Почему же «сам того не ведая»? Разве Пастернак не признал того же в отброшенной строфе известного стихотворения «Мне по душе строптивый норов…»?
Как в двухголосной фугеОн сам ни бесконечно мал,Он верит в знанье друг о другеПредельно крайних двух начал.
Предвестником этого стихотворения были мысли Пастернака в ноябре 1932 года, когда он думал о Сталине «как художник — впервые». Слово «художник» выражает более емкое понятие, чем слова «тайновидец» и прочие подобные. Творец больше, чем существо пусть одаренное особой зоркостью, но лишенное любви. Рембрандтовские портреты не появились бы, если бы великий живописец не совмещал с созидательной энергией женской чуткости — того чувства, которое не взвешивает добродетели и пороки человека, а постигает его целиком. В такой почти женской любви Пастернак признается Сталину в своем письме. Это освобождает его от возможных упреков в сервилизме, литературном политиканстве или дипломатии. Пока художник занят творческим наступлением на сопротивляющийся еще материал, он находится вне категорий добра и зла, определяемых по-разному разными же судьями.
Для Пастернака Сталин «артист в силе», «гений поступка». Это слово перекликается с распространенным в двадцатых годах мнением о новой породе людей, появившихся в молодом советском обществе рядом с местными послевоенными неврастениками, пришибленными небывалыми событиями. Говорилось о людях, способных своими деяниями изменять течение больших и малых событий. Созерцатели и пониматели с жадным любопытством присматривались к этим уверенным пришельцам — веселым атеистам, ни перед чем не останавливавшимся, даже перед добровольной службой в ЧК. Слово «поступок» звучало в этой атмосфере весомо и многозначно.

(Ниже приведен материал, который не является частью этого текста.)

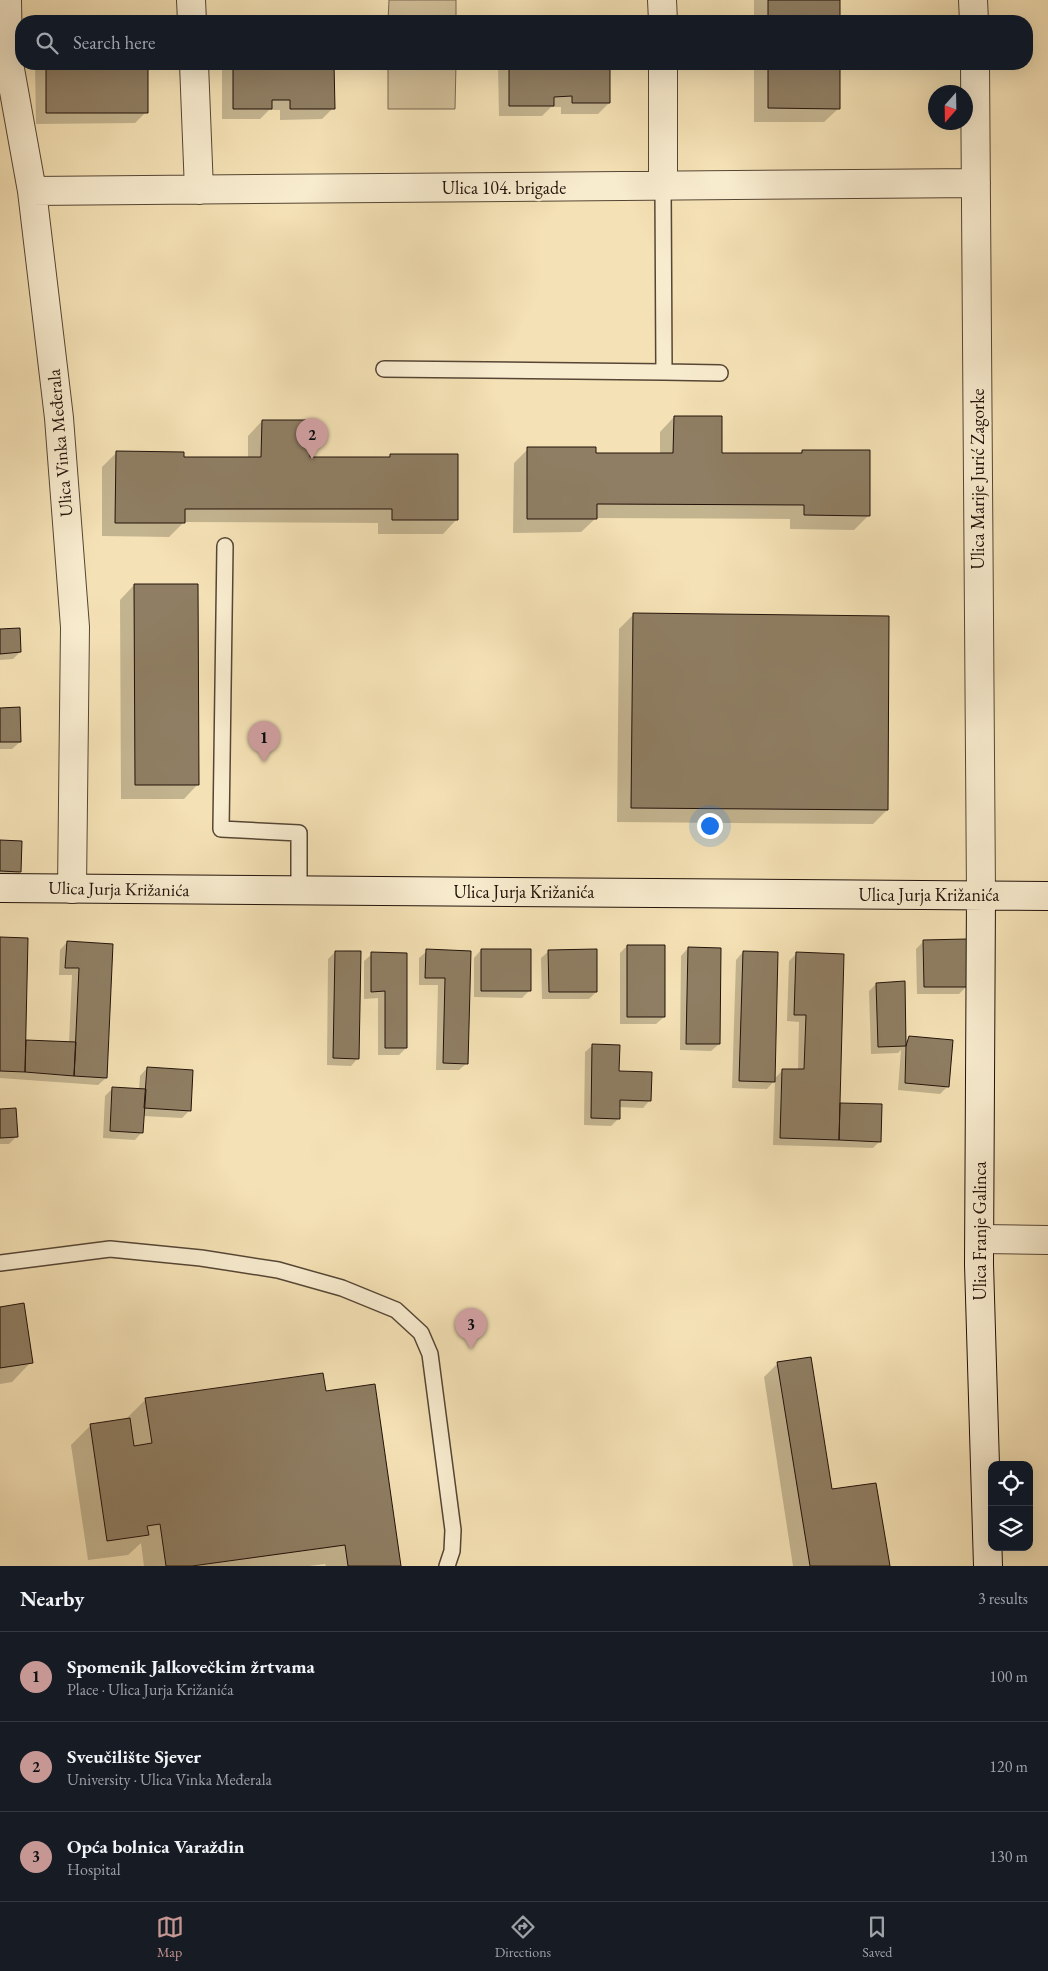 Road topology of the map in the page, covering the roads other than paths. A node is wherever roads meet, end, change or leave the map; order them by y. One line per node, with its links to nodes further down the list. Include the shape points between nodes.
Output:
1 (8, 0): 14 (street, Ulica Vinka Međerala, via 8,58)
2 (191, 0): 5 (street)
3 (662, 0): 6 (street)
4 (973, 0): 7 (street)
5 (192, 15)
6 (663, 15)
7 (974, 15)
8 (194, 70): 13 (street)
9 (663, 70): 12 (street)
10 (974, 70): 11 (street, Ulica Marije Jurić Zagorke)
11 (976, 183): 12 (street, Ulica 104. brigade); 22 (street, Ulica Marije Jurić Zagorke)
12 (663, 186): 13 (street, Ulica 104. brigade); 16 (lane)
13 (199, 190): 14 (street, Ulica 104. brigade)
14 (32, 191): 20 (street, Ulica Vinka Međerala, via 59,418 75,627)
15 (384, 369): 16 (lane)
16 (664, 372): 17 (lane)
17 (720, 373)
18 (225, 546): 21 (lane, via 221,829 299,834)
19 (0, 888): 20 (street, Ulica Jurja Križanića)
20 (72, 889): 21 (street, Ulica Jurja Križanića)
21 (299, 891): 22 (street, Ulica Jurja Križanića)
22 (981, 895): 23 (street, Ulica Jurja Križanića); 24 (street, Ulica Franje Galinca)
23 (1048, 896)
24 (980, 1239): 25 (street); 28 (street, Ulica Franje Galinca)
25 (1048, 1240)
26 (0, 1263): 27 (lane, via 110,1249 201,1258 278,1270 342,1288 396,1310 421,1332 430,1354 453,1530)
27 (447, 1566)
28 (988, 1566)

Под поступком Сталина в стихах Пастернака можно подразумевать и дважды проявленную милость, в первый раз к Мандельштаму, во второй — к Ахматовой. В таком понимании это слово возвращает нас к первой записке Пастернака к Сталину. В трактовке философа Бориса Парамонова, привлекшего этот эпизод к своей проблемной работе «Пастернак против романтизма»[115], смысл ее раскрывается так: «Пастернак, связывавший с женщиной революцию, но амбивалентно трактовавший ее и как бунт против насилия, и как само насилие, увидел в Сталине — "убийце революции" — просто-напросто убийцу собственной жены. "Увидел" — конечно, не то слово: он, в собственной тайной глубине носивший подобные образы, об этом бессознательно догадался, а Сталин бессознательно же догадался об этой догадке Пастернака. В этой кремлевской сцене Пастернак, как страсть и свидетель, сидел в углу».